Researchers build a software controller that could be used by every virtual server instance in the cloud to monitor the performance of server applications.
Researchers at University of New South Wales (UNSW) in Australia are using artificial intelligence to develop a computer network capable of regulating its own public cloud services consumption, making the elastic cloud computing a reality.
According to research lead Srikumar Venugopal, elasticity is a major benefit of the cloud, enabling firms to automatically and instantly regulate the consumption of cloud computing power as per requirements.
As part of the research, team members developed a software controller integrating a simplified version of reinforcement learning, which is an artificial intelligence system usually associated with robotics than IT.
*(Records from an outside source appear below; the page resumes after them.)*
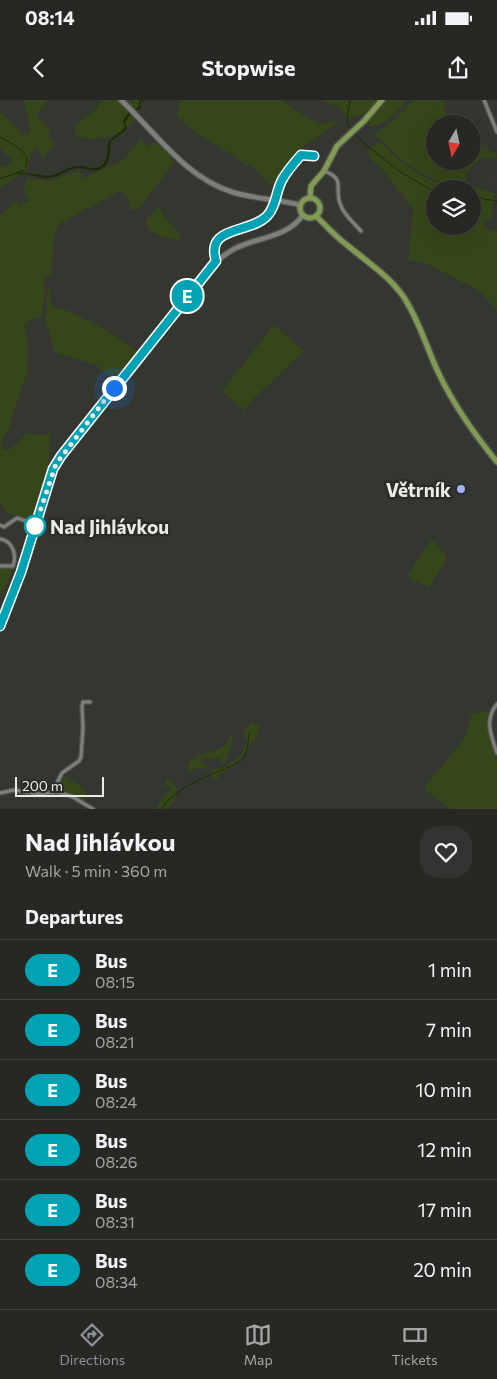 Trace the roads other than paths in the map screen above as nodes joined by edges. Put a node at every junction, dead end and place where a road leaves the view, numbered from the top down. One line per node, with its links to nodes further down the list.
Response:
1 (121, 100): 8 (main road)
2 (382, 100): 6 (main road)
3 (484, 100): 4 (street)
4 (497, 132)
5 (301, 155): 12 (street, bridge)
6 (324, 171): 7 (main road); 11 (street)
7 (310, 198): 8 (main road); 10 (main road)
8 (300, 205): 9 (main road)
9 (303, 215): 10 (main road); 12 (main road)
10 (316, 216): 13 (main road)
11 (361, 231)
12 (216, 261): 14 (main road)
13 (497, 462)
14 (35, 524): 15 (street); 18 (main road)
15 (0, 525)
16 (0, 539): 17 (street)
17 (0, 566)
18 (0, 626)
19 (90, 702): 22 (street)
20 (497, 704): 21 (street)
21 (497, 753)
22 (52, 792): 23 (street); 24 (street)
23 (0, 793)
24 (93, 809)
The researchers said that every virtual server instance in the cloud within the proposed model, would possess its own controller that observed the performance of applications hosted on the server
Under the model, if an application performance becomes critical after a sudden increase in demand, the controller will communicate with others on the network and automatically determine how and where to source extra capacity to cope with the load.
"These controllers are learning together," Venugopal said.
"They’re all doing their own thing but they’re talking to each other and then they’re figuring out which controller has high load and which one has much less load, and how to balance that out."
"In the latest results, we have incorporated much more resilience — such as workarounds if the virtual machines stop talking to each other."
"We’ve also improved the intelligence."
Together with the ongoing study, researchers are also examining the potential to elasticise cloud-hosted databases.